Cluster xeon phi + xeon +Gpu tesla

Enrique_H_ · ‎01-07-2016

Muy buenas soy de Peru ,mi duda es la siguiente en el area de investigacion que estamos trabajando ahora vamos a armar un cluster de 6 NODOS en la cual queremos comprar su productos , en estos meses cuando halla el primer desembolso MI PREGUNTA ES LA SIGUIENTE , se puede hacer un cluster utilizando Intel XEON , XEON PHI y GPU tesla? para cada NODO , espero su pronta respuestas saludos desde Peru y estaremos en contacto pronto para adquirir sus productos

JJK · ‎01-08-2016

I'm not sure how many Spanish speaking people respond on this list, so here's google translate:

Very good I am from Peru, my question is this in the research area we are working now going to build a cluster of six nodes which want to buy your products, in these months when it finds the first disbursement My question is this, you can make a cluster using Intel Xeon, Xeon and Tesla GPU PHI? For each node, I hope your answers greetings from Peru and soon will be in touch soon to acquire its products

the short answer to your question is: yes, this is possible. I have a server with a Xeon Phi, Tesla, GTX580 and AMD Radeon card in it all at once. The software drivers are tricky to get right (mostly due to the AMD driver software) but the system is stable and works like a charm. The biggest problem will be the power consumption in the cluster nodes. My multi-GPU box is a Tyan server with mega power supply.

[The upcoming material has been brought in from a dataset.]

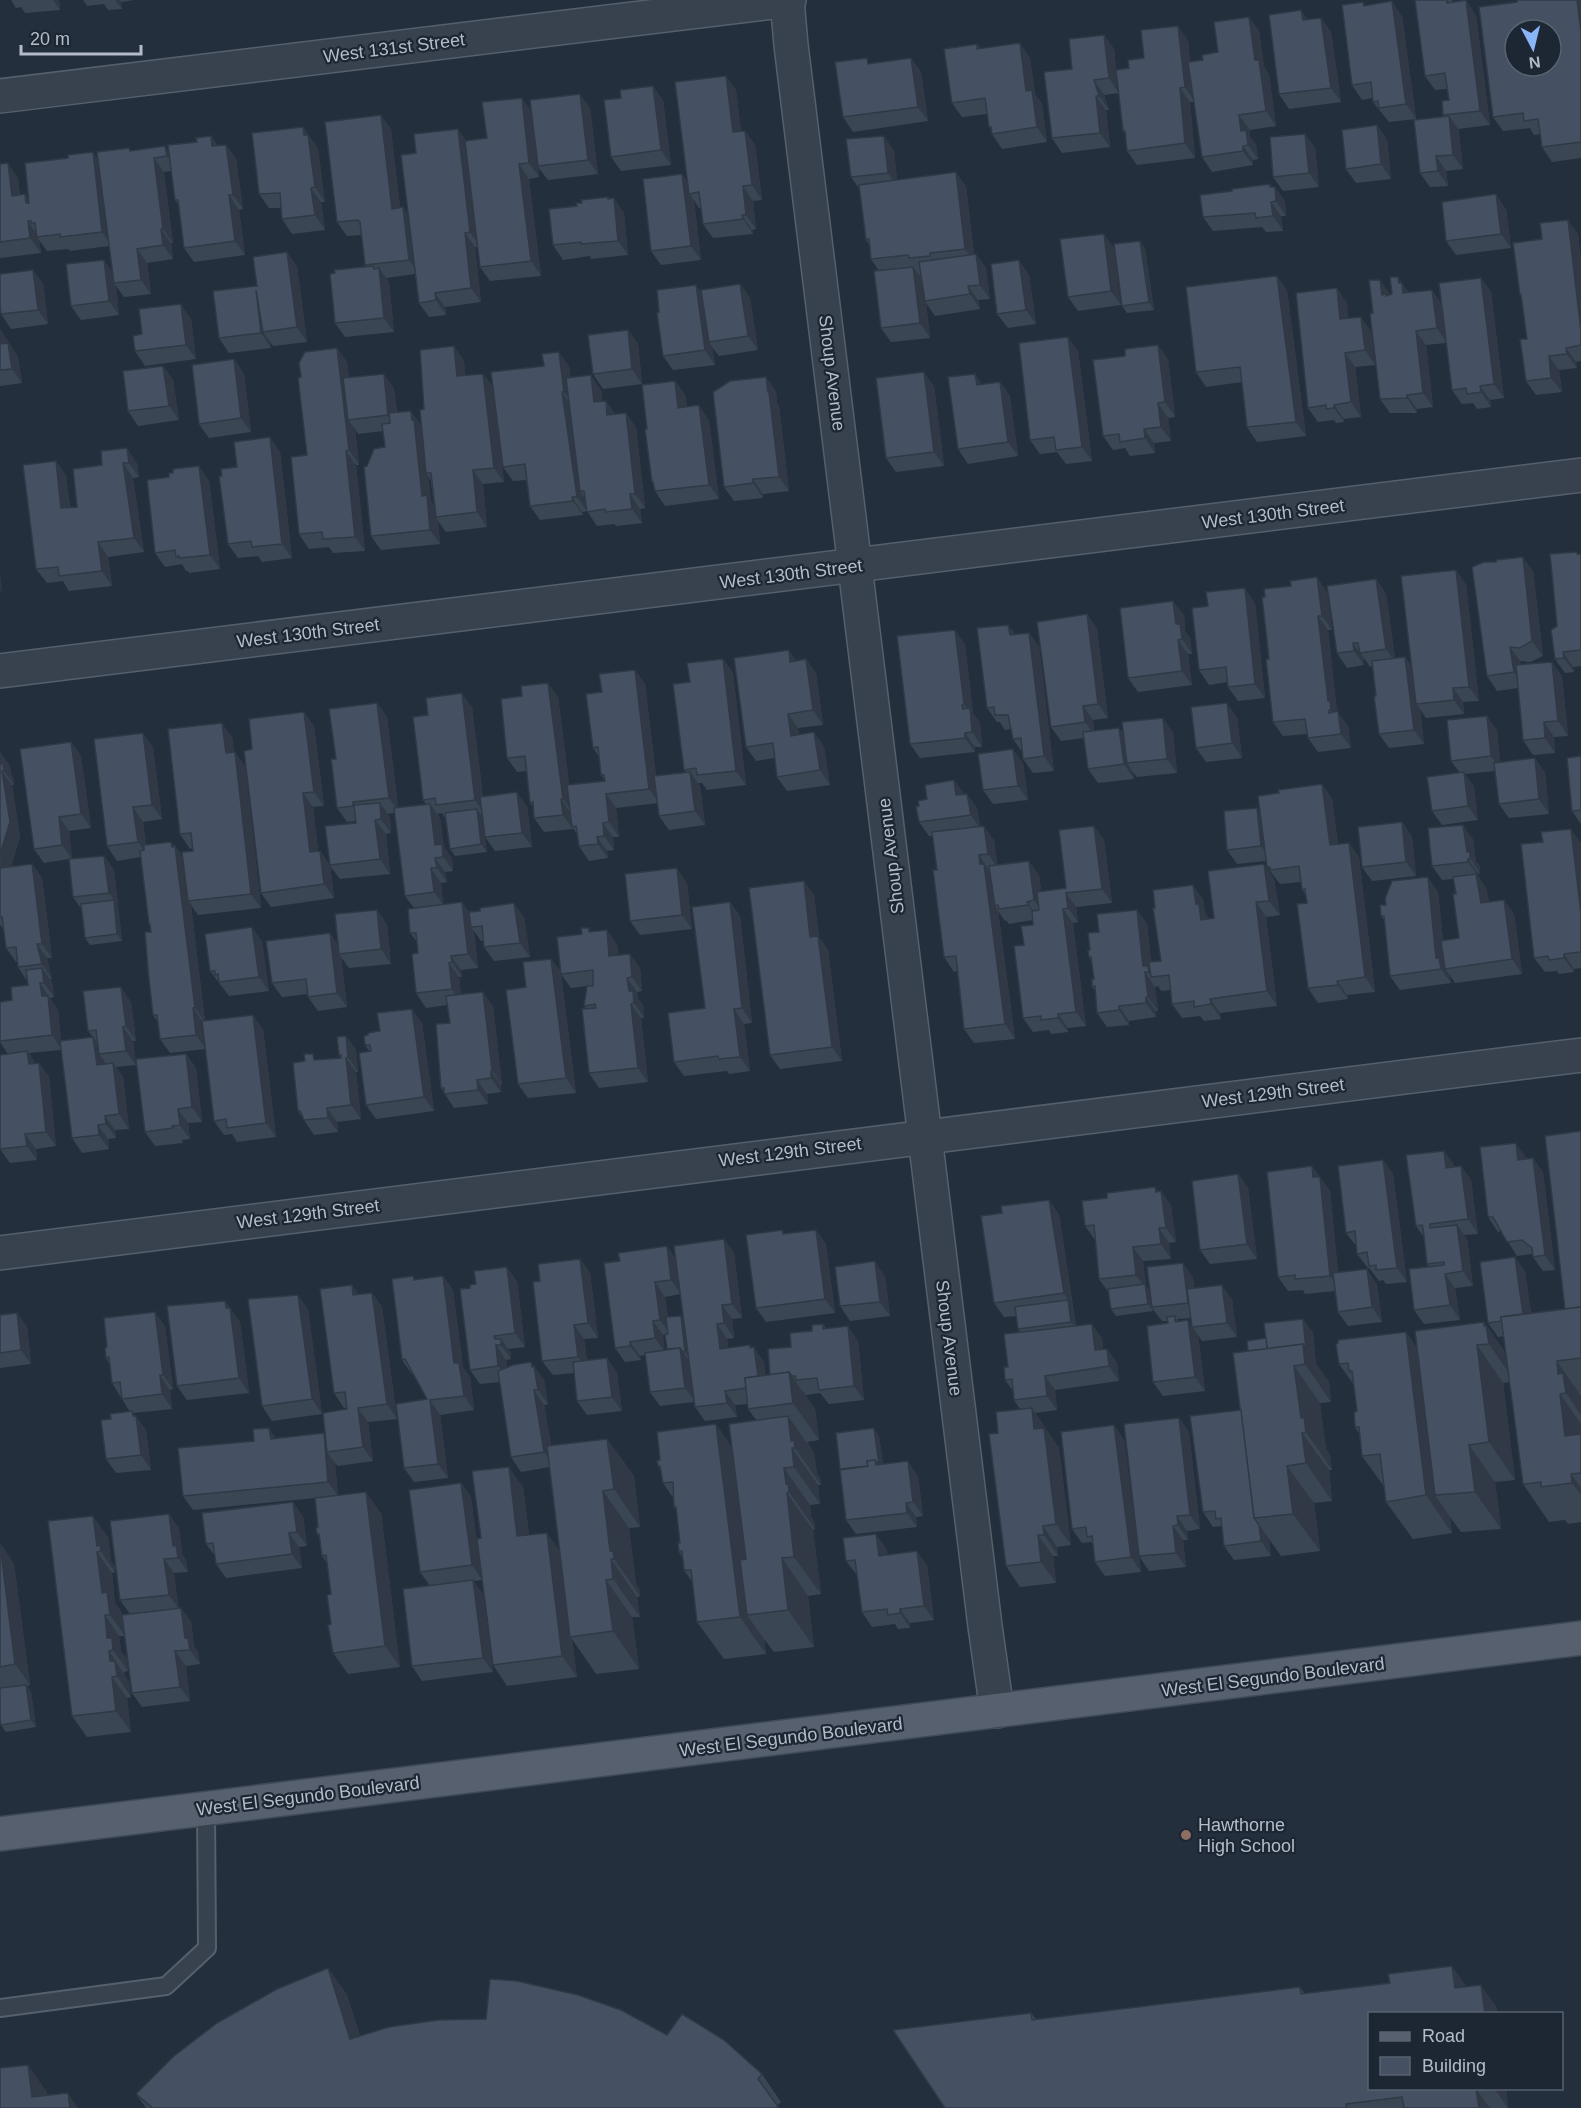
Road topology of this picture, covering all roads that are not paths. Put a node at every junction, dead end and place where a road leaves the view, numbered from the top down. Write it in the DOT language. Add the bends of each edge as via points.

YMMV.

My question is: why would you want to mix a Phi and a Tesla in one box?

Jose_F_1 · ‎01-11-2016

Hi, I am colleague of Enrique and interested to continue this topic of hybrid arquitecture.

Well, we are building a small cluster and will buy 6 Xeon-phi+6 Xeon+6 Tesla. We want to run NBody simulations on all co-processors by using MPI, and on all GPUs by using CUDA. So far, we tried this on GPU only. We want to find out how efficient would be to use Xeon-phi + GPUs at the same time with our hybrid code, compared to only GPU.

When we check all best supercomputers, we notice they use one or the other arquitectures, but not both together. Is it true? Might be because they are not more efficient together? Is it possible at all to run Xeon-phi+GPU simultaneously?

Thanks for any comment!

Jose

JJK · ‎01-12-2016

is it possible? yes

is it efficient? no

any type of calculation that is done on a GPU or on a Xeon Phi needs to be transferred from host memory to the GPU or Phi. This usually is the bottleneck when doing many-GPU calculations. Transferring data between a GPU and a Xeon Phi is not very well optimized (like it is on some systems between two CUDA GPUs) and will require host CPU involvement - this will likely undo any speed gain you achieve by spreading out your code over GPUs and Phis.

Jose_F_1 · ‎01-12-2016

Jo

Hi,

Thanks for the comment!

What you are saying is that distributed parallelism (GPUs or MICs or GPU+MICs) is not efficient? It is clear that communication is the bottleneck in all distributed systems. But great performance can be achieved anyway. By using MPI for Intel processors and CUDA for GPUs, my main regard was related to, what is more efficient:

- 6 Xeon processors + 6 Nvidia Tesla GPUs working in parallel

- 6 Xeon processors + 6 Xeon-phi co-processors working in parallel

- 6 Xeon processors + 6 Nvidia Tesla GPUs + 6 Xeon-phi co-processors working all in parallel

Intuitively, the third should be more efficient by same load, while all three suffer on same communication problems (true, the last one has more communication, but let say we use efficient enough algorithms)

Would you agree with that?

JJK · ‎01-13-2016

in theory, you are correct: with just the right algorithm and just the right workflow a system with 6 CPUs 6 GPUs and 6 Phis will be the fastest. The tricky part is "just the right algorithm and just the right workflow": it all depends on your (current) code and your coding skills.

My advice would still be to NOT attempt this - it simply is not worth the hassle to get good performance out of a system like this. I'd invest more in better CPUs and/or better or more GPUs, and more RAM instead of mixing GPUs with Phis - unless your existing code already is tuned for such a setup.

Jose_F_1 · ‎01-13-2016

Thanks for the valuable advice. Actually we have a good NBody code for GPUs or MICs. But we are writing a new one for another project and need to decide about the algorithm. We are buying the 6 GPUs and 6 MICs anyway, so we need to decide the best way to use them. Probably alternating their use, we need to evaluate this.

May be you know about one case of what you said (link or literature)? That can prove that both arquitectures together are not very efficient?

Best

JJK · ‎01-14-2016

I'm not aware of anyone that has attempted to spread code across GPUs and MICs simultaneously - but from the way both architectures are designed I would expect it to not work very efficiently - it also depends on how much interaction is needed between the threads for either the MIC algorithm or the GPU algorithm: going from GPU->MIC and vice versa is going to be your biggest bottleneck.